Problem details
Pull out every line below that contains the word "Katernberger".

+++ Provided data +++

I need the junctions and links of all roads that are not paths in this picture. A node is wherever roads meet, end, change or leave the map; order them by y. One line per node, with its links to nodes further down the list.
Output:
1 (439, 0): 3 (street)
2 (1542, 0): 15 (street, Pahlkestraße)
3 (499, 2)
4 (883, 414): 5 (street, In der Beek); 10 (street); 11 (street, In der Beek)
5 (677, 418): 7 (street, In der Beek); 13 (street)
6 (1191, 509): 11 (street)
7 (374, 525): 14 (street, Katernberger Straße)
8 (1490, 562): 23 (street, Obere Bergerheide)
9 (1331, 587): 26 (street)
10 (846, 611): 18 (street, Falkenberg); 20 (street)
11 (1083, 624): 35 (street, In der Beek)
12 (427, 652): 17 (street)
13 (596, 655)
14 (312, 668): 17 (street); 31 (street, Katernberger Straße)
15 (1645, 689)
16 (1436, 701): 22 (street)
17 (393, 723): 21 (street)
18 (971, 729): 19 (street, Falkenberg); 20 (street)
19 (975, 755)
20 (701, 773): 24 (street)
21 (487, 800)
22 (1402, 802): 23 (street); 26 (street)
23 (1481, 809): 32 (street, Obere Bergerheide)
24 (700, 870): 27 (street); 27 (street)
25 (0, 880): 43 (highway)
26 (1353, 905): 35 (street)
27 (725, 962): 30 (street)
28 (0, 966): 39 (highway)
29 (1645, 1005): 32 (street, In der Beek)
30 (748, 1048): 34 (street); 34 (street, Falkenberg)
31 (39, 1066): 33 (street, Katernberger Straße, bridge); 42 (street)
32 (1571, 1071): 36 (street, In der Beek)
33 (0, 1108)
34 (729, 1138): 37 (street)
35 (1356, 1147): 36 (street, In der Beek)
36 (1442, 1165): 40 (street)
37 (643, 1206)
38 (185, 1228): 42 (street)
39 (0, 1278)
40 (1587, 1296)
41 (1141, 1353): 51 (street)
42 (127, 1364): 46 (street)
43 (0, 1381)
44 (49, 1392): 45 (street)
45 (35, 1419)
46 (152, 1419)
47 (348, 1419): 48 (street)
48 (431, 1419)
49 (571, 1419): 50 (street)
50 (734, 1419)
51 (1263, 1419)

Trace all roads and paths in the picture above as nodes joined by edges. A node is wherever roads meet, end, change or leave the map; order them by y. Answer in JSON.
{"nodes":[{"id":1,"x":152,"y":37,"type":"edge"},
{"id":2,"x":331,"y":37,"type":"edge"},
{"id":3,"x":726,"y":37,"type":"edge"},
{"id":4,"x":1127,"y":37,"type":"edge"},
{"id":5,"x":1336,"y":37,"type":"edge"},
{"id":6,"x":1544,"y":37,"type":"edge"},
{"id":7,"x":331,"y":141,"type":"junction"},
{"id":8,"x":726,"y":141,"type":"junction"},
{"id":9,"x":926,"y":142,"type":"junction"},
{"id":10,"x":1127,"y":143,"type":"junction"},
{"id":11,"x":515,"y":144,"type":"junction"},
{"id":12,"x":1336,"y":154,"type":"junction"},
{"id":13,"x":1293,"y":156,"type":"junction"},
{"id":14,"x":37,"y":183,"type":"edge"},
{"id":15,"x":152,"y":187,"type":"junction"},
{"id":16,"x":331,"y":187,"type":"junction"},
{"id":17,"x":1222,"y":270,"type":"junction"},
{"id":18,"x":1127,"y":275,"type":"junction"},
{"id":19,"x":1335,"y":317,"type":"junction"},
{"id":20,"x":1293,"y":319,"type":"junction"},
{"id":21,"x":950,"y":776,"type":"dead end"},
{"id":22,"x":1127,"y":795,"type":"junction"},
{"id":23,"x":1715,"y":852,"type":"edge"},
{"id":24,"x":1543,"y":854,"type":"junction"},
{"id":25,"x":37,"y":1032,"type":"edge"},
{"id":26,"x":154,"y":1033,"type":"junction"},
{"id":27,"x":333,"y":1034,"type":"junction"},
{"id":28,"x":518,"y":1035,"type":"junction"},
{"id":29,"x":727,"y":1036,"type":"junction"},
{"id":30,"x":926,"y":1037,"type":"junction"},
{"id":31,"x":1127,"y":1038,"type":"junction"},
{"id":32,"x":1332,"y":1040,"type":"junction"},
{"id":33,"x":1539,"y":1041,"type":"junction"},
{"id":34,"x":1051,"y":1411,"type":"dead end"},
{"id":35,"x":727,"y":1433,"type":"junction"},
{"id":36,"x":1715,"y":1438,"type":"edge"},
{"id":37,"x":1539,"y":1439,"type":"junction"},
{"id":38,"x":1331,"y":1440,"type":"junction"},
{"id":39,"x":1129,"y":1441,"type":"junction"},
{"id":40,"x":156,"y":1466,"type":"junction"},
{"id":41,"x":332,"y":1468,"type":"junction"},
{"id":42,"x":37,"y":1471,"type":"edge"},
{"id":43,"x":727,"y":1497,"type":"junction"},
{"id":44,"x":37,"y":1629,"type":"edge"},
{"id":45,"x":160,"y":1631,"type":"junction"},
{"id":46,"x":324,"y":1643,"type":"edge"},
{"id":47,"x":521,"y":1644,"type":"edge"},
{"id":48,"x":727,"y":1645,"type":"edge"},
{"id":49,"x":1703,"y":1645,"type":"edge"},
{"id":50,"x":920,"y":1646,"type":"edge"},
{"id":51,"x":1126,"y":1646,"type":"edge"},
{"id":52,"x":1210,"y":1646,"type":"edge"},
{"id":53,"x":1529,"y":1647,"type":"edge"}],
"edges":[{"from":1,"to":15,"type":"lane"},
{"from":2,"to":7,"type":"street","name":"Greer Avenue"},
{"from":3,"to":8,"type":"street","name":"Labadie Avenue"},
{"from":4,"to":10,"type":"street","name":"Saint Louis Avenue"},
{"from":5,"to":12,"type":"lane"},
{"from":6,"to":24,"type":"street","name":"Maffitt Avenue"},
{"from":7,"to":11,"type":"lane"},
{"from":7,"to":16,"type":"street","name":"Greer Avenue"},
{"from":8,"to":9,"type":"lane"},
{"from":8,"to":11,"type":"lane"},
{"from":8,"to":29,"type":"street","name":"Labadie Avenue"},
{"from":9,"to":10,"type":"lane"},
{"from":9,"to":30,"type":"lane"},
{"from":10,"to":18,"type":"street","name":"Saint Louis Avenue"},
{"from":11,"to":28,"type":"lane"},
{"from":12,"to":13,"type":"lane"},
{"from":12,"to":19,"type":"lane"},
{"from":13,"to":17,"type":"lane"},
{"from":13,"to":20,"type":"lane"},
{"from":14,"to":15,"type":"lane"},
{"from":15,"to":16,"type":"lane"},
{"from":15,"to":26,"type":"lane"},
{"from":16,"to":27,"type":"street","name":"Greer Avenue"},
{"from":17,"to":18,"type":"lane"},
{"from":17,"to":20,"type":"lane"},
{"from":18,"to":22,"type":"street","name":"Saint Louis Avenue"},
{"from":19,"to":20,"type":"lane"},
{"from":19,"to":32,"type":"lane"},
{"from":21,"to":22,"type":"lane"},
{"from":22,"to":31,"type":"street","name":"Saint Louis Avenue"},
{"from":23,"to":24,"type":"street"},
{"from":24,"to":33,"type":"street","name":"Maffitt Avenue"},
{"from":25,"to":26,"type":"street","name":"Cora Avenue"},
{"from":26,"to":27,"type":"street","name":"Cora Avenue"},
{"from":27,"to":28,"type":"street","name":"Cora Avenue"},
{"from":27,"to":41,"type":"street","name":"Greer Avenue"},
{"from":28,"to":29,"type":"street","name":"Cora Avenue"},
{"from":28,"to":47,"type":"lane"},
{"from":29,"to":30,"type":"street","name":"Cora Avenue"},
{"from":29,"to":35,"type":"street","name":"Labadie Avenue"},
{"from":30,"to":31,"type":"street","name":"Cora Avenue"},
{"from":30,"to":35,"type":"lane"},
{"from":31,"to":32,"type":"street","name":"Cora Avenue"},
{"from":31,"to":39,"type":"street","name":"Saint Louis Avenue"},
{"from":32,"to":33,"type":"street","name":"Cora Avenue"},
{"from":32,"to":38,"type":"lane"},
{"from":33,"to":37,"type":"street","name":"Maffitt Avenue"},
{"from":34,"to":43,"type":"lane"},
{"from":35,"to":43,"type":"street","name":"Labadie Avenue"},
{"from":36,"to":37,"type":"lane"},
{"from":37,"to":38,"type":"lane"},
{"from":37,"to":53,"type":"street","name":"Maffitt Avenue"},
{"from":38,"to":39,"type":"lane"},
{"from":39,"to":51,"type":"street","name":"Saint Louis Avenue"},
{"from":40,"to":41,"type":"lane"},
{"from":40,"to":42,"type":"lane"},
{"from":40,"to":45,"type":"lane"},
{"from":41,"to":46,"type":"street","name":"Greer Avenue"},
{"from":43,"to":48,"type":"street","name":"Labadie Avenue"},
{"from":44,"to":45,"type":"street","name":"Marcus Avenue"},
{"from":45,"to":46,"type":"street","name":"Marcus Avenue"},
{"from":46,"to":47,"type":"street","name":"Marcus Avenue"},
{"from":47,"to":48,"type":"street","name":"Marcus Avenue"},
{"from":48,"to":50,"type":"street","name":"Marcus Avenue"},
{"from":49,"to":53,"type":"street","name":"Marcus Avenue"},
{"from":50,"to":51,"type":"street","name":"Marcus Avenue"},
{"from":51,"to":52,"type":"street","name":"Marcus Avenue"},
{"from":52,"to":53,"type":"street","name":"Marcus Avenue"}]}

+++

Answer box
7 (374, 525): 14 (street, Katernberger Straße)
14 (312, 668): 17 (street); 31 (street, Katernberger Straße)
31 (39, 1066): 33 (street, Katernberger Straße, bridge); 42 (street)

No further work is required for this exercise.